= Beginning of Section =
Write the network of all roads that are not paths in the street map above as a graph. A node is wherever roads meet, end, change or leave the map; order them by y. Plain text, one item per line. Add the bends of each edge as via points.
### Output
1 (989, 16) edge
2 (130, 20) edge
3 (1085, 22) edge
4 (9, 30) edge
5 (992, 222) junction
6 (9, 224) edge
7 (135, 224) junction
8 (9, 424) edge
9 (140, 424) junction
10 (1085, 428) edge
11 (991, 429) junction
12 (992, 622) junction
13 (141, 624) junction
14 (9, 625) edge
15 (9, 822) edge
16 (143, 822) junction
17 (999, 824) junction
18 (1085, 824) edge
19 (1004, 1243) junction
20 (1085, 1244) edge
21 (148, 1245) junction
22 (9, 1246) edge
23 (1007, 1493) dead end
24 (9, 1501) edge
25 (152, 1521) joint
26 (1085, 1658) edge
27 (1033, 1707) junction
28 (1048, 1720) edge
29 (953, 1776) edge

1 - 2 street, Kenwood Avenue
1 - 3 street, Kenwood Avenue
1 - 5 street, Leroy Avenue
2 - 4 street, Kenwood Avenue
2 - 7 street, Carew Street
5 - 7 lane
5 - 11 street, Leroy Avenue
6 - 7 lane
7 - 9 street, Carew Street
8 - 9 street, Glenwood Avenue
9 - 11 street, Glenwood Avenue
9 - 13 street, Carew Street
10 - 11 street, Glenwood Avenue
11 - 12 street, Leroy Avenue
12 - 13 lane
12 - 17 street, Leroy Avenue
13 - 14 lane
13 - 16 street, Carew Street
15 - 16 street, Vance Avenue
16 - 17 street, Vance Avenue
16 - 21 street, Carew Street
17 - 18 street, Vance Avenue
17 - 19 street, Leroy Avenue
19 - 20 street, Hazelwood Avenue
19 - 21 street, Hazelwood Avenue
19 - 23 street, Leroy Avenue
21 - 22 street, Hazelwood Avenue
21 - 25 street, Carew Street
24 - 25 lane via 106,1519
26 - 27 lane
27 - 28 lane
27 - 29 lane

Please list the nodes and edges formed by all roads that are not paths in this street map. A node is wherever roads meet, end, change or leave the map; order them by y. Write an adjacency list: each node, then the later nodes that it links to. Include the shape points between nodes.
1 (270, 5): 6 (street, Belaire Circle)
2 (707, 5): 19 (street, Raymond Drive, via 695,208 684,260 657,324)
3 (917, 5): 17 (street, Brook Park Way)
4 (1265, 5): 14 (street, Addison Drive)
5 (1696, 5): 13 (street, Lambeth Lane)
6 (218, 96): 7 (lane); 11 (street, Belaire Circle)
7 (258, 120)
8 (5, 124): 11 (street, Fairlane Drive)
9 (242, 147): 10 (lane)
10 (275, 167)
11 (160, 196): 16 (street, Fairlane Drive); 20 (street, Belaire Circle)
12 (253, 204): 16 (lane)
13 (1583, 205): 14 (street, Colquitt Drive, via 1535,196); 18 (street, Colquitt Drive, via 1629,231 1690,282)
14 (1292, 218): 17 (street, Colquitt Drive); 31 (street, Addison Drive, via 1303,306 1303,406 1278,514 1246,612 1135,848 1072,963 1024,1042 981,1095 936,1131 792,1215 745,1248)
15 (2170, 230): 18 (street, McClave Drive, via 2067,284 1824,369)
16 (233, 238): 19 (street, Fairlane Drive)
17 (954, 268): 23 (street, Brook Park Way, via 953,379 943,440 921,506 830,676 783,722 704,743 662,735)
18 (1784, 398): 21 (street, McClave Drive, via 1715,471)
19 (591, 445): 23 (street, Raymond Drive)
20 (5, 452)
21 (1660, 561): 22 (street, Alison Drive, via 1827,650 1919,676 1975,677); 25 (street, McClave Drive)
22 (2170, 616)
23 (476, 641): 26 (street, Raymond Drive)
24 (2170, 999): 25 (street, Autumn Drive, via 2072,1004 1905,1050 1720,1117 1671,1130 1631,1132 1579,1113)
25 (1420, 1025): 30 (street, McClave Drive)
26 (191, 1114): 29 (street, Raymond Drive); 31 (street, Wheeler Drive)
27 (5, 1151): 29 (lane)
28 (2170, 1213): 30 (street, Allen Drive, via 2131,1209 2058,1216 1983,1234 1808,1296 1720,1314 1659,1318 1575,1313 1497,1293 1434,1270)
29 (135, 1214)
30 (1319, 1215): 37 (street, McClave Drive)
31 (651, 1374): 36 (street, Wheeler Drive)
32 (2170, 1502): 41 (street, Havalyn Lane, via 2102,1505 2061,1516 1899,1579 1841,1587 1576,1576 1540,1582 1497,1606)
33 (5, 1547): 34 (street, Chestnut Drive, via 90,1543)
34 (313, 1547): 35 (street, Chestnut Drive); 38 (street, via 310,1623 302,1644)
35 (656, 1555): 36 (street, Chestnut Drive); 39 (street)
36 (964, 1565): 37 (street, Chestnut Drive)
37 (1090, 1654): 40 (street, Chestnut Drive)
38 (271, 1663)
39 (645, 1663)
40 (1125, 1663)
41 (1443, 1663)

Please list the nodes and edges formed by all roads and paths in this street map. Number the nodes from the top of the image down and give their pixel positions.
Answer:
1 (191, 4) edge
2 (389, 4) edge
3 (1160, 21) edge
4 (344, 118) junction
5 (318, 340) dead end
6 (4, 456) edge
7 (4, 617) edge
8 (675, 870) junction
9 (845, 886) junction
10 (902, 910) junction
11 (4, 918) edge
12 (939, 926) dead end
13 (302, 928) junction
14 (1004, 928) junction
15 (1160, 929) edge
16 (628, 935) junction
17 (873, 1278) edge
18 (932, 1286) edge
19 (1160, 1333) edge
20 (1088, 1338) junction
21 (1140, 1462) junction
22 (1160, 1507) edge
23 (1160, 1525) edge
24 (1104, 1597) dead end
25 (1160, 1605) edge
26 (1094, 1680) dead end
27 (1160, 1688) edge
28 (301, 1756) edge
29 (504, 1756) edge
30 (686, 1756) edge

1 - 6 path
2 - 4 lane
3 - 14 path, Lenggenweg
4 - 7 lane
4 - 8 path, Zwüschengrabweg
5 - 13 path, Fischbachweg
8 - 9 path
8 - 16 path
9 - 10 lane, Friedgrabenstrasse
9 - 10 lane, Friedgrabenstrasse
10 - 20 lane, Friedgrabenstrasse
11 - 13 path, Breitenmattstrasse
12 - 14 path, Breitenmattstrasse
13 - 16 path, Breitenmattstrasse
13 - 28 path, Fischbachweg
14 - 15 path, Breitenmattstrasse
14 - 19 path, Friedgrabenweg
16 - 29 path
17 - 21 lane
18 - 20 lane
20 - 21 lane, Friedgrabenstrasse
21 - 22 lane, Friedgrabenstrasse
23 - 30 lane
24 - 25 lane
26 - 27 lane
= End of Section =
To do: The response consists of the lines above that contain "Circle".

Written solution:
1 (270, 5): 6 (street, Belaire Circle)
6 (218, 96): 7 (lane); 11 (street, Belaire Circle)
11 (160, 196): 16 (street, Fairlane Drive); 20 (street, Belaire Circle)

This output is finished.